W sobotnie popołudnie Rosjanie ostrzelali Charków na północnym wschodzie Ukrainy, drugie co do wielkości miasto tego kraju. Celem ataku był między innymi hipermarket budowlany "Epicentr", w którym przebywało około 200 osób. W wyniku ostrzału zginęło co najmniej 11 osób, a 40 zostało rannych.
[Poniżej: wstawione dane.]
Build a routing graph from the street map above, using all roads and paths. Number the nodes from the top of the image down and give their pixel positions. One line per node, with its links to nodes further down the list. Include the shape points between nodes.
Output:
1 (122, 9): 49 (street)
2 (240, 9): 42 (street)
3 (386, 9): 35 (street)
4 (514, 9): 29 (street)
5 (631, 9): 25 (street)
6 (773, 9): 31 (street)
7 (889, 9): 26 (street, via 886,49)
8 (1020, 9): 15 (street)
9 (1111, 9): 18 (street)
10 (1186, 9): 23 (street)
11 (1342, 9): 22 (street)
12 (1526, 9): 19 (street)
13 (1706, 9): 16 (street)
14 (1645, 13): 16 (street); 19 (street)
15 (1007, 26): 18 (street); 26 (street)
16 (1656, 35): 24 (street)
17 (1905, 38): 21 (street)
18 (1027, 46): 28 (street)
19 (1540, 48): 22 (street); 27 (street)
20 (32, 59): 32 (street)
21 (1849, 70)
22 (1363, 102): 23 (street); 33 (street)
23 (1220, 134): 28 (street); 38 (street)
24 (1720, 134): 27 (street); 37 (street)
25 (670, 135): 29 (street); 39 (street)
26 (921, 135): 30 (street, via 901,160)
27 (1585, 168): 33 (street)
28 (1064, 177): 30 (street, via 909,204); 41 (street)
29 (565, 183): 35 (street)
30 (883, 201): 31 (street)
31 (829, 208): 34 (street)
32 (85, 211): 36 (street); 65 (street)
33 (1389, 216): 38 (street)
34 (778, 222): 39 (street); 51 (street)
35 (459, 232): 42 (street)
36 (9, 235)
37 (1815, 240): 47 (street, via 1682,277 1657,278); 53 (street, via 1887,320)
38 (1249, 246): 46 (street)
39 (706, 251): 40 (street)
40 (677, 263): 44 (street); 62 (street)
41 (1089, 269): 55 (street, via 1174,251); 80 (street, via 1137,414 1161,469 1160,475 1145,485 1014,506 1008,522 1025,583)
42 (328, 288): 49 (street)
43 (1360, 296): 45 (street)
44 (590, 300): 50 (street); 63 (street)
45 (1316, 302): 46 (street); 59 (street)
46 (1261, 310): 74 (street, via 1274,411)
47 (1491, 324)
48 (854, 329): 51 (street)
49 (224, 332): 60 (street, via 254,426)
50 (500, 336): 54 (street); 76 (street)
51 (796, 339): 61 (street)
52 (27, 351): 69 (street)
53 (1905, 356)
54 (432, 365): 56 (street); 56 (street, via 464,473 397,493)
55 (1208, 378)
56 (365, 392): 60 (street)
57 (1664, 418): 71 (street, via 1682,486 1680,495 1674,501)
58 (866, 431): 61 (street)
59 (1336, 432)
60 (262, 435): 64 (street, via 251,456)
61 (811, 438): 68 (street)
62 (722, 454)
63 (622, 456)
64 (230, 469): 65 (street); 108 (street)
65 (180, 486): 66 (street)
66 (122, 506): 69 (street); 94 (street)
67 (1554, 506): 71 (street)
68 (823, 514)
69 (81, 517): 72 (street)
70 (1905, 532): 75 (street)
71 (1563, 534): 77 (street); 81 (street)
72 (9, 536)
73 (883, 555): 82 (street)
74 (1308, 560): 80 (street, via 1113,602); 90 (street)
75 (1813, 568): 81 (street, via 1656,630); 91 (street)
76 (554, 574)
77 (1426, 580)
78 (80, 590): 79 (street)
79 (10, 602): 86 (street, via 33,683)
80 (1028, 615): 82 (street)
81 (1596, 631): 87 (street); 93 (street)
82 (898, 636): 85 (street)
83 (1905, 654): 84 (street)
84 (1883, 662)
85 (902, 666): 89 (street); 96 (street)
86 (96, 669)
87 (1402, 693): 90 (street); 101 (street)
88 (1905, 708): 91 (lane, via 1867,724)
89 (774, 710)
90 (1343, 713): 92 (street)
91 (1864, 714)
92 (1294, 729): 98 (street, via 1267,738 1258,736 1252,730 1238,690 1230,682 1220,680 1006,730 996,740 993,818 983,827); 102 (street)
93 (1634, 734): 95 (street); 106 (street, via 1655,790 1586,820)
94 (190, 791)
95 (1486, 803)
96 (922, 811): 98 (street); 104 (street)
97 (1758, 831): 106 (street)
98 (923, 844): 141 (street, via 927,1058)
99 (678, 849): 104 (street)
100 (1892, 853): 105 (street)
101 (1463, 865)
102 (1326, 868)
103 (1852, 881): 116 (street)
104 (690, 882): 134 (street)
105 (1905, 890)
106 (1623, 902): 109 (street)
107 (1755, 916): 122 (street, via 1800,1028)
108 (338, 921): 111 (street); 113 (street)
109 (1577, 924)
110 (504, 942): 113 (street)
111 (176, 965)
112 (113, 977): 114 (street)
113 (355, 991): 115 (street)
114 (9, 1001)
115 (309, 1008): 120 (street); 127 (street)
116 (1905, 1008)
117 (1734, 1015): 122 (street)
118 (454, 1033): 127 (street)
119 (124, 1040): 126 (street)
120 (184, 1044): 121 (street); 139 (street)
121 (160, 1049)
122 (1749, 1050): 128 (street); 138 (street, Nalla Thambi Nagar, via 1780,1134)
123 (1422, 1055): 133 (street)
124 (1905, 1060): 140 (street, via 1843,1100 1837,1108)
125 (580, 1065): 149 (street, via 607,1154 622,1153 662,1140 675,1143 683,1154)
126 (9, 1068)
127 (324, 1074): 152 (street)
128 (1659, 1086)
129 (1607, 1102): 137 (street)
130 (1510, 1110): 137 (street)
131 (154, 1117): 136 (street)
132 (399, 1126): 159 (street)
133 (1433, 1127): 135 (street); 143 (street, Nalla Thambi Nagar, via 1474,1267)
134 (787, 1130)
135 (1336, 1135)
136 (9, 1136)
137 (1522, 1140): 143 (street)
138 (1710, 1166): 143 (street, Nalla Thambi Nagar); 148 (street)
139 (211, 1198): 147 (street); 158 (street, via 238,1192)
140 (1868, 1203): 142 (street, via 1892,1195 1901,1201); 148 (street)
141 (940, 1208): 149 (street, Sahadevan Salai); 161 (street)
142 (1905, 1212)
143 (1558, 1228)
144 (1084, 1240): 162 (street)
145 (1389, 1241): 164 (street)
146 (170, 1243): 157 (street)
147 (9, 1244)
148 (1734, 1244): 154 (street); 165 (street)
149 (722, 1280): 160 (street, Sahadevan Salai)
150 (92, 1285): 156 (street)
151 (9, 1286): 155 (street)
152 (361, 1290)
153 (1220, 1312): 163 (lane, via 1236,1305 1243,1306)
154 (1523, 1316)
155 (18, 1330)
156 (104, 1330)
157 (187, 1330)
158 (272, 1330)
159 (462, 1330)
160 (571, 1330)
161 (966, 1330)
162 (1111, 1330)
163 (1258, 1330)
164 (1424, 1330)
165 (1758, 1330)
Kilkadziesiąt minut później putinowska armia, przy użyciu pocisków rakietowych S-300,  uderzyła w park miejski. W ataku obrażenia odniosło 18 osób, w tym 13-letni chłopiec.

"Ohydne ataki Rosji"

Zachodni politycy nie przebierali w słowach komentując atak Rosji na Charków. "Z całą stanowczością potępiam ohydne ataki Rosji na Charków, w tym na zatłoczone centrum handlowe, w wyniku których zabijano i raniono ludność cywilną. Wszyscy sprawcy tych i innych rosyjskich zbrodni wojennych zostaną pociągnięci do odpowiedzialności" - napisał szef unijnej dyplomacji Josep Borrell.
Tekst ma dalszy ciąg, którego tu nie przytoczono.